What’s interesting is that in the years they won the World Series (2009; 2000; 1999; 1998; 1996), they’ve hit homers at a better rate in just two of them (’96; ’99). In the years that they went to and lost the World Series (’03; ’01), they hit at a lower rate of homers. In the years when they went one-and-done (’11; ’07; ’06; ’05; ’02; ’97; ’95), they hit a lower rate four times (’11; ’10; ’06; ’05). In the two years where they reached the ALCS (’10; ’04), they hit a lower rate as well. These numbers are definitely all over the place and to me, that says that the Yankees’ chances of winning a playoff series don’t necessarily rest on how many homers they’re hitting (though it’s obviously never a bad thing to hit more homers in a short period of time).

3 thoughts on “Has it been harder for the Yankees to hit homers in the playoffs?
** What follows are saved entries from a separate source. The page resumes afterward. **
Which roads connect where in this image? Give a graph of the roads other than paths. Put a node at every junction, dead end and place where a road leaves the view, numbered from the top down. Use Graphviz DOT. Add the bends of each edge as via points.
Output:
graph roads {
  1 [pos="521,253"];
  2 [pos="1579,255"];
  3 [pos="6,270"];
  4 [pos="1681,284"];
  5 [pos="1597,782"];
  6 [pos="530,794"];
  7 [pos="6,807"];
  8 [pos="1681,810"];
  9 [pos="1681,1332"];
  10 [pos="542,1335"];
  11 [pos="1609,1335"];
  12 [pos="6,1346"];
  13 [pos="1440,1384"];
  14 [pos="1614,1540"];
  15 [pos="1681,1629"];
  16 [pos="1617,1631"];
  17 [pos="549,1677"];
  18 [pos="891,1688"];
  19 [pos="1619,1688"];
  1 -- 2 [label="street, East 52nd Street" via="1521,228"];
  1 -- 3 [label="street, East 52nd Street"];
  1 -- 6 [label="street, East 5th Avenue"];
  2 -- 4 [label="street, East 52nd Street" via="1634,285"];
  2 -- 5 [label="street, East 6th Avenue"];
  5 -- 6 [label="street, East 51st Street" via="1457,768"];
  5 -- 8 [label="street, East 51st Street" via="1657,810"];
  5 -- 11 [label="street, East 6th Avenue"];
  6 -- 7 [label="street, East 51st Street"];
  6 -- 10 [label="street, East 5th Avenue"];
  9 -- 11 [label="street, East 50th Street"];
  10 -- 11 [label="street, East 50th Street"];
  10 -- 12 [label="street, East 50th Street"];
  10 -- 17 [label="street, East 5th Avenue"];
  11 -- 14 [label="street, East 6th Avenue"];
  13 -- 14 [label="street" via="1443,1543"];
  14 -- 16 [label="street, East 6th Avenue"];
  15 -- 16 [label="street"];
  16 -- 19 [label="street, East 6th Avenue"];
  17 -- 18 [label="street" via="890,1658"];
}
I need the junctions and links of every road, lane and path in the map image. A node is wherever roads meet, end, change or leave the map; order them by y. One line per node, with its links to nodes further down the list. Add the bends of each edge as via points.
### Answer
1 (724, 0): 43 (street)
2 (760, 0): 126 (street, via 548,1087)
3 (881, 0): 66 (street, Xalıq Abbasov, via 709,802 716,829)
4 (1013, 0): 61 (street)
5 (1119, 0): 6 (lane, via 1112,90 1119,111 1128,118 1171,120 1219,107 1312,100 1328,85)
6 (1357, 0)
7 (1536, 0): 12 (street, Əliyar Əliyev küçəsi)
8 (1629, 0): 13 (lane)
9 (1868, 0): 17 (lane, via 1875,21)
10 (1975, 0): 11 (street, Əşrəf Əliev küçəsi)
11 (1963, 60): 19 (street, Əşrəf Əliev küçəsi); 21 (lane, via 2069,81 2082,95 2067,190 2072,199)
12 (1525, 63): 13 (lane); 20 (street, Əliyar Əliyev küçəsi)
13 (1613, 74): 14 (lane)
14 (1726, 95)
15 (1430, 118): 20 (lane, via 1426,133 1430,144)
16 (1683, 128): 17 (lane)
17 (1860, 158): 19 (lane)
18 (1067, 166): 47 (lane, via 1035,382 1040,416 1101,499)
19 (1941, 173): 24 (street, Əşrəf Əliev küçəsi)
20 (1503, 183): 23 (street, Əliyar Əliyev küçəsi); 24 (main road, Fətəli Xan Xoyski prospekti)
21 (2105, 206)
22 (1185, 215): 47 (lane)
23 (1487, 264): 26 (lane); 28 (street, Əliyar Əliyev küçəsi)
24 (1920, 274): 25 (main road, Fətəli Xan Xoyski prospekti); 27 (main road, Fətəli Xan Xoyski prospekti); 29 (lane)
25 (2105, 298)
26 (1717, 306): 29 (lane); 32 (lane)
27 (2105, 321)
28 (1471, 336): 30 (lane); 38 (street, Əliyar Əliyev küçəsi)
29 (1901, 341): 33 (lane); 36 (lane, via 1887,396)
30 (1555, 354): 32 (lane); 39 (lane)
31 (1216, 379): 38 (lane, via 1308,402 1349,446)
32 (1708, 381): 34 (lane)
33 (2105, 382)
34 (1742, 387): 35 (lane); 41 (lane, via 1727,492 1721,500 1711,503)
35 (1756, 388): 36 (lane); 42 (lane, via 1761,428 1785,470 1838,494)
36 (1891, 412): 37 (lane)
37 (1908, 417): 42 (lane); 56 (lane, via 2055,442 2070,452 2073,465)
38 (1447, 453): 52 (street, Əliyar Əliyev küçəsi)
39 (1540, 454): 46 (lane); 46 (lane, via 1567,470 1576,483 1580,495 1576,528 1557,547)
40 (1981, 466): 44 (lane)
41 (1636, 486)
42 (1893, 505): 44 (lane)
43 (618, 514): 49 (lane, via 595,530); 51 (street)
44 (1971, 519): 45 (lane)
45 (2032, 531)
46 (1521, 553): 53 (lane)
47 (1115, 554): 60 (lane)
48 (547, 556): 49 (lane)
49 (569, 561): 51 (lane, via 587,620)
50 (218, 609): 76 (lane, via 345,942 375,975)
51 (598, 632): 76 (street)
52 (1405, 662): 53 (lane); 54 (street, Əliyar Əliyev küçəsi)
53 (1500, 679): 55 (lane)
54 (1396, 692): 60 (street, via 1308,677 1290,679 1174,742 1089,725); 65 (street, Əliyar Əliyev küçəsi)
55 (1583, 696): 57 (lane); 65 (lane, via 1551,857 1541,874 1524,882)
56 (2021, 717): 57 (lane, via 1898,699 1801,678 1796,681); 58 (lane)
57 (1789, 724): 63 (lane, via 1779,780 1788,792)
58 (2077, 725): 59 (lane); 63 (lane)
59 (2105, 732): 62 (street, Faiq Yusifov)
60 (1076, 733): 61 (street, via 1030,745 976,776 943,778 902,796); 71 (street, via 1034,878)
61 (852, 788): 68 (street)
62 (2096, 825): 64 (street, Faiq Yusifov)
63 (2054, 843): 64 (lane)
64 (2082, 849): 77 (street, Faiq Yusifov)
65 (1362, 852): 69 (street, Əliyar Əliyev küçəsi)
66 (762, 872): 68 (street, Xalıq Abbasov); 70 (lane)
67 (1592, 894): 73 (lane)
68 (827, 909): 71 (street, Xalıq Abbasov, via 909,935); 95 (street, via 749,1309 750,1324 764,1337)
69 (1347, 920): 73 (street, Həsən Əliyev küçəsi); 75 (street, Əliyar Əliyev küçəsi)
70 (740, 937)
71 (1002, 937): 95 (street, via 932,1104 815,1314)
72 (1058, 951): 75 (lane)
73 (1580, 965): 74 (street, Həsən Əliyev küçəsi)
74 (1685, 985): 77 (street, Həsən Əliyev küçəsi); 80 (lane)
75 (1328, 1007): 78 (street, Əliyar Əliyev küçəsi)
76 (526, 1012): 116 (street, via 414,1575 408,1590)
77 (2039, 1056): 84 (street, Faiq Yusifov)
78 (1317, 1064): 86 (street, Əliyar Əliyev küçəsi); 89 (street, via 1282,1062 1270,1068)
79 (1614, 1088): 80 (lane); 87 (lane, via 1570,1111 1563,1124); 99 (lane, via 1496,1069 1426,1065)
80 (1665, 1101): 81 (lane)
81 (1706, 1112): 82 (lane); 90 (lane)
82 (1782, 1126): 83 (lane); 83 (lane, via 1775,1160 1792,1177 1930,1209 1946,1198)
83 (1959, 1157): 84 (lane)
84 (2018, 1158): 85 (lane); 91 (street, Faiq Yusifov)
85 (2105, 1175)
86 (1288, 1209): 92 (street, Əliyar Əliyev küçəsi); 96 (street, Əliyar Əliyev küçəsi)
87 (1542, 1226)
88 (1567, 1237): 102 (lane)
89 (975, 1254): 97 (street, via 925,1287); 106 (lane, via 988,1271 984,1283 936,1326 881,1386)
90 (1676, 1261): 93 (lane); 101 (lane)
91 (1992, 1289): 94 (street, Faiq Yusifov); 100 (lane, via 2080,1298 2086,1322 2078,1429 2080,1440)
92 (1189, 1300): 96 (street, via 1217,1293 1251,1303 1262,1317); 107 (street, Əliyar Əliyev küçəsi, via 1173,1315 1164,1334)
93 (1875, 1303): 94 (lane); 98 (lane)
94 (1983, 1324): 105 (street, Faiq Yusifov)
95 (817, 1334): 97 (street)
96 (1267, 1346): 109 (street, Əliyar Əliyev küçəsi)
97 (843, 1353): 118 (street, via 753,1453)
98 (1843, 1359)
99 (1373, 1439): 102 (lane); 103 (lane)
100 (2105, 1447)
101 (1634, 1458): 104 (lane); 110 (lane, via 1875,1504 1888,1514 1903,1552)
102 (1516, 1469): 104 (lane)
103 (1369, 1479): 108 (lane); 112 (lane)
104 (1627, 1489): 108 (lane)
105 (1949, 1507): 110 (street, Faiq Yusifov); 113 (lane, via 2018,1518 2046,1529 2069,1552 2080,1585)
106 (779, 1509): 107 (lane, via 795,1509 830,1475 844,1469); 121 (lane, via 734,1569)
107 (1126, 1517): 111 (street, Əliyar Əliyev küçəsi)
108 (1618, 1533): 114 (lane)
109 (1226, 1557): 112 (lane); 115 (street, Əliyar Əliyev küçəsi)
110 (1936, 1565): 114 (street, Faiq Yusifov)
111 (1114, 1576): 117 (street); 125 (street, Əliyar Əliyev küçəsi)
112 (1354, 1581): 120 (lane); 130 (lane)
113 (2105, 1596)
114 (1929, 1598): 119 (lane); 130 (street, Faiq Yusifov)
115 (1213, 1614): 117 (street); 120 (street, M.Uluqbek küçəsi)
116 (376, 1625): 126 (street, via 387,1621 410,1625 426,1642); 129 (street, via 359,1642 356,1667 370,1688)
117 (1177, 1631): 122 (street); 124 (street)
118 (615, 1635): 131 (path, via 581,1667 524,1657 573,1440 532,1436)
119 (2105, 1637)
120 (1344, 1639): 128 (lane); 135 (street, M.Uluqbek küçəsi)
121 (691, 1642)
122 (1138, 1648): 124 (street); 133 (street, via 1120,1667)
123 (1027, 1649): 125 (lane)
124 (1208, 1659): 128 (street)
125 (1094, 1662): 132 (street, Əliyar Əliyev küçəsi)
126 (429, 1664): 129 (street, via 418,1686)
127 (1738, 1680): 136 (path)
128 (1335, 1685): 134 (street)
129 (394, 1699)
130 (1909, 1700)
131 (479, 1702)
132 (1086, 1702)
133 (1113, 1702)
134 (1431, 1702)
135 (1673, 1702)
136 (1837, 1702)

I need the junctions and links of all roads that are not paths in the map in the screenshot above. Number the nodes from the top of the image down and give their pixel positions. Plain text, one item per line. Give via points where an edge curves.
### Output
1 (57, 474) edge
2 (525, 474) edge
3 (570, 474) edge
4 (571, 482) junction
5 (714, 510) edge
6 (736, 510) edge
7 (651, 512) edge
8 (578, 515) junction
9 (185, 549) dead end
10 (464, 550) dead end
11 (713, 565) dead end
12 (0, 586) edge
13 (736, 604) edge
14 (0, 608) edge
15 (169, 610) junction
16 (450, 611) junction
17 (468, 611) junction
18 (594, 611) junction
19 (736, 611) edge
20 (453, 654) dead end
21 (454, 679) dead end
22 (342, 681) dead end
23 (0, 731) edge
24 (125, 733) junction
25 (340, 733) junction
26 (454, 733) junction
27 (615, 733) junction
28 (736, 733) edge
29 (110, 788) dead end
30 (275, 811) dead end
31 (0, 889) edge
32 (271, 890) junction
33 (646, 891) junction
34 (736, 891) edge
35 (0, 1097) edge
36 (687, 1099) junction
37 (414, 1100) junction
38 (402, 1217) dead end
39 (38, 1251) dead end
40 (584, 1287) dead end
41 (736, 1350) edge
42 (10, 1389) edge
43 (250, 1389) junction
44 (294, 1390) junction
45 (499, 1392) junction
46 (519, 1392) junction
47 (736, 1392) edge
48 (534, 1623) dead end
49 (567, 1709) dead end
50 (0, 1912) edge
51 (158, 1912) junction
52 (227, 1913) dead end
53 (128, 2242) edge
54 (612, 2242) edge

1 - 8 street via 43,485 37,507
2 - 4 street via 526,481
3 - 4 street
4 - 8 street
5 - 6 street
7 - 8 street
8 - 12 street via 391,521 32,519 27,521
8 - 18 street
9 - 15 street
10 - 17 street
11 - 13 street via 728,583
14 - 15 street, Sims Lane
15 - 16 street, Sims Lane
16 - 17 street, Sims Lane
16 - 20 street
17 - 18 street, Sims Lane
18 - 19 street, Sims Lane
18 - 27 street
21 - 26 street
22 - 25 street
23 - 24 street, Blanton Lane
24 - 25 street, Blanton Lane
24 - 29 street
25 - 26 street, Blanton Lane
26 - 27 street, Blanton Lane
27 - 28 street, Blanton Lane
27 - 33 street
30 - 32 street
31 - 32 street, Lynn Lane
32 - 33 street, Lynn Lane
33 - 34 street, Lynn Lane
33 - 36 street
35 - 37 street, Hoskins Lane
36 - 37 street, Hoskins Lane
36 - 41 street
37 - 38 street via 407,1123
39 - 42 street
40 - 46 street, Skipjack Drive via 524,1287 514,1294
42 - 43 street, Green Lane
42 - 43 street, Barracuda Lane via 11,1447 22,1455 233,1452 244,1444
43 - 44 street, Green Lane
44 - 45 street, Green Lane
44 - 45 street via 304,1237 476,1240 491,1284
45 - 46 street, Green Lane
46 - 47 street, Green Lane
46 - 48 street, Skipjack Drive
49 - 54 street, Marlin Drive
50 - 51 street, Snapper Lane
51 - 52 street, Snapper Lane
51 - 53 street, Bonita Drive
  1. Interesting stuff. I agree with bg’s comment that run scoring as a whole would likely drop because of better pitching, so simply saying that “homers are harder to hit in the playoffs” would not be persuasive to say that being homer-dependent is a bad thing. I would be curious to see if using PA’s instead of AB’s has any effect (on the possible assumption that players trying to hit homers may walk less).

  2. Phil C

    Thanks for that analysis. I have been on the verge of requesting a drone strike on multiple announcing booths because of how much time they have spent giving their expert analysis on this topic. In addition, not one broadcast booth (YES, MLBN, FOX, ESPN) has ever mention that if the Yanks would hit fewer HRs, and therefore score fewer runs, because of the pitching they faced, then logically so would the Yankees opponents. It may not even out because if the sheer number the Yanks hit, but the topic never comes up. I guess these announcers are like politicians and have to fill up the time they get on air and don’t bother with facts.

    Anyway, I have ranted enough.

  3. bg90027

    I think it’s very intuitive that they would hit fewer HRs as the quality of pitching increases but I’d also assume that teams that aren’t “HR dependent” would hit fewer doubles, triples, and singles as the quality of pitching improves in the playoffs.